Setup Steps Get Clustal Omega ready
Instructions to setup clustal-omega can be found http://www.clustal.org/omega/INSTALL
Clustal omega version supported 1.2.4
wget http://www.clustal.org/omega/clustal-omega-1.2.4.tar.gz
tar zxf clustal-omega-1.2.4.tar.gz
cd clustal-omega-1.2.4
./configure --prefix /your/install/path
make
make check # optional: run automated tests
make install # optional: install Infernal programs, man pages
# or use this
sudo apt-get install clustalo
Get Emboss ready (Optional)
NOTE - Emboss is very slow, unless you are experimenting we don’t recommend using it. Clustal Omega should be sufficient for most use cases.

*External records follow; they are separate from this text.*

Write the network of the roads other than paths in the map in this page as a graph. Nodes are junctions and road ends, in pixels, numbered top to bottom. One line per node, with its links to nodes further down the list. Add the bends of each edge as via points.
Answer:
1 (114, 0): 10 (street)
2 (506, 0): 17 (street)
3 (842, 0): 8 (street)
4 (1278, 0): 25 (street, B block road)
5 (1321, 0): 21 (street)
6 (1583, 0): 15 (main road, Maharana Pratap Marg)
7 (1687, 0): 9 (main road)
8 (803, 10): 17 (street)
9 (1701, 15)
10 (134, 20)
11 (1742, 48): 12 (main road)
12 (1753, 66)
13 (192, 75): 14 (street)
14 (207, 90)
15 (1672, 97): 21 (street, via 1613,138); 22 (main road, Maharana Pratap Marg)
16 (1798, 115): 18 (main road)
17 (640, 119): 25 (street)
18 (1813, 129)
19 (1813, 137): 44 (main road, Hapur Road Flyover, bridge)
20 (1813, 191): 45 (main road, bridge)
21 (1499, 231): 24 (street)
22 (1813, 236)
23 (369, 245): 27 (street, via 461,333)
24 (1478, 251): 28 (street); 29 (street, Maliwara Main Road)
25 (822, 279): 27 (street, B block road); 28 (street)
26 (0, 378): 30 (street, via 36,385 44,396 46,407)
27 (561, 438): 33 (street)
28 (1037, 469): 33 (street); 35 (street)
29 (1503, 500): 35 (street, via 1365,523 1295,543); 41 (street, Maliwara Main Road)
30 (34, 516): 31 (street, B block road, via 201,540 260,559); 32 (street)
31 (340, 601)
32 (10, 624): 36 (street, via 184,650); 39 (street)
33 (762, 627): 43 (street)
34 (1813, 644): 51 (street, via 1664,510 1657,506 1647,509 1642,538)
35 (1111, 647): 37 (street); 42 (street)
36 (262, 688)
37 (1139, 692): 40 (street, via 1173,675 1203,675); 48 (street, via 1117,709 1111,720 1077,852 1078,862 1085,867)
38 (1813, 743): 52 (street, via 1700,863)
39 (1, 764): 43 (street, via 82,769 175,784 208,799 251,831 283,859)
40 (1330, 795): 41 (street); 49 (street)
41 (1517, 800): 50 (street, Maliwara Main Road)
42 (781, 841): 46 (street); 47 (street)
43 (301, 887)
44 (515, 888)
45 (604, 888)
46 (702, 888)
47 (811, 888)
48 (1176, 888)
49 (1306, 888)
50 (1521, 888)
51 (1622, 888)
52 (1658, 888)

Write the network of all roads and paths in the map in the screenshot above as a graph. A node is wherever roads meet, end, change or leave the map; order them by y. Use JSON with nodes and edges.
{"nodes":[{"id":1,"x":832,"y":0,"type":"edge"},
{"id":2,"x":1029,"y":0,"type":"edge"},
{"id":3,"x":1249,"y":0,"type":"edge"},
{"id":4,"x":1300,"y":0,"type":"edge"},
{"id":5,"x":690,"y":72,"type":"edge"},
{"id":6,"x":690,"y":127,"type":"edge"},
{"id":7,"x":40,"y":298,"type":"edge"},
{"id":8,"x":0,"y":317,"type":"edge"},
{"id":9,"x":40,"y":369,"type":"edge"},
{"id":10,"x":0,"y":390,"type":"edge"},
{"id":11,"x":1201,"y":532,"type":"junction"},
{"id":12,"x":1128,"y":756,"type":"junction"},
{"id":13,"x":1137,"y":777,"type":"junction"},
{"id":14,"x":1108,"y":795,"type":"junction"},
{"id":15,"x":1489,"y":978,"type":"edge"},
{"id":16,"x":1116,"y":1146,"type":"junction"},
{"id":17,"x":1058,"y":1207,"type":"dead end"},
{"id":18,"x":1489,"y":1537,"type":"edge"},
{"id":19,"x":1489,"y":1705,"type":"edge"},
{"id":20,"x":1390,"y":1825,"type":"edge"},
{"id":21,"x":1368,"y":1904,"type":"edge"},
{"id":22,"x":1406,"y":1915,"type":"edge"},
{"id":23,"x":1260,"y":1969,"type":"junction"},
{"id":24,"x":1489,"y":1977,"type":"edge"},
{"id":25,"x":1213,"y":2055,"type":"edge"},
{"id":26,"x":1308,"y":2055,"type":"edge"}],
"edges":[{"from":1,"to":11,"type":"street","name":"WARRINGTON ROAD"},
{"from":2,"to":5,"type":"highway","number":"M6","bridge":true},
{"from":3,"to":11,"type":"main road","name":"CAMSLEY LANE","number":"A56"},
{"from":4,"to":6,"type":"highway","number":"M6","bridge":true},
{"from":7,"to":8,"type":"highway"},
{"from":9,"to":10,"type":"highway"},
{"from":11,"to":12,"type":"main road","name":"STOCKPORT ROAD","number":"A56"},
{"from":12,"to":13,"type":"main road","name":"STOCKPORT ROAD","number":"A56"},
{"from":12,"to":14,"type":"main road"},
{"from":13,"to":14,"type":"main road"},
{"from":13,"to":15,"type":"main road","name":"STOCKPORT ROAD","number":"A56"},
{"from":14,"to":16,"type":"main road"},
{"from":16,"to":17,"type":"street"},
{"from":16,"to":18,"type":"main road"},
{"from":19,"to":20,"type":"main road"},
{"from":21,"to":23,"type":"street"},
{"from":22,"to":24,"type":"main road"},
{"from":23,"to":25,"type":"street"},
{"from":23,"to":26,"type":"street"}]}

For setting up Emboss, please read http://emboss.open-bio.org/html/adm/ch01s01.html
Emboss version supported 6.6.0
Get Infernal ready
For infernal follow instructions http://eddylab.org/infernal
Infernal version supported 1.1.5
wget http://eddylab.org/software/infernal/infernal.tar.gz
tar zxf infernal.tar.gz
cd infernal-1.1.5
./configure --prefix /your/install/path
make
make check # optional: run automated tests
make install # optional: install Infernal programs, man pages
# or use this
sudo apt-get install infernal infernal-doc
Get Rfam.cm file ready
To use this tool, you need to provide Rfam covariance model which is available for download at https://ftp.ebi.ac.uk/pub/databases/Rfam/CURRENT/Rfam.cm.gz. It also needs to be modified using cmpress command from Infernal tool (mentioned above). If you don’t have it then use the code below -
cd nucleoseeker
mkdir -p rfam
wget https://ftp.ebi.ac.uk/pub/databases/Rfam/CURRENT/Rfam.cm.gz -O Rfam.cm.gz
gunzip Rfam.cm.gz
cmpress Rfam.cm
Installation
To install NucleoSeeker, you can use the following steps:
git clone __repo_url__
cd nucleoseeker
pip install -r requirements.txt
Usage
To generate a new dataset using NucleoSeeker, the following command can be used:
export DATA_PATH=/path/to/data # the dataset will be saved here
python3 src/dataset_creator.py --dataset_name test --rfam_cm_path your/rfam/path --exptl_method "X-RAY DIFFRACTION" --resolution 3.6 --year_range 2024 --save 1 --dend 500
After using this command a directory with the name test will be created in the DATA_PATH directory with the following subdirectories:
Directories:
DATA_PATH
├── test
│ ├── files
│ ├── sequences
├──clean_tblout.tblout
├──cmscan.out
├──combined.fasta
├──fam_pdb_chain.csv
├──final.fasta
├──raw_experimental_RNA_0_500.csv
├──sequence_identity_mat_clustal.csv
├──tblout.tblout
This tool generates various files mostly at each level of filter. The first file that is generated is the raw csv file which contains the raw data from the PDB database.
Then the combined.fasta file is generated which contains sequences used in sequence identity calculation by Clustal Omega and Emboss. This file is obtained after applying StructureLevelFilter and PDBFilter on the raw data.
The sequence_identity_mat_clustal(emboss).csv file contains the sequence identity matrix obtained from Clustal Omega and Emboss tools.
The final.fasta file contains the final sequences in fasta format, these are the final sequences and if you don’t want to analyse families then this is the final output.
After this cmscan.out, tblout.tblout, clean_tblout.tblout files are generated which are the output of Infernal tool. The fam_pdb_chain.csv file contains the mapping of the family and the PDB chain.
The fam_pdb_chain.csv is obtained after family search by Infernal tool. This is your final output if you want to analyse families.
The files directory contains the dataframe and list for structures at each level of filter.
The sequences directory sequences for all the final structures in individual fasta files.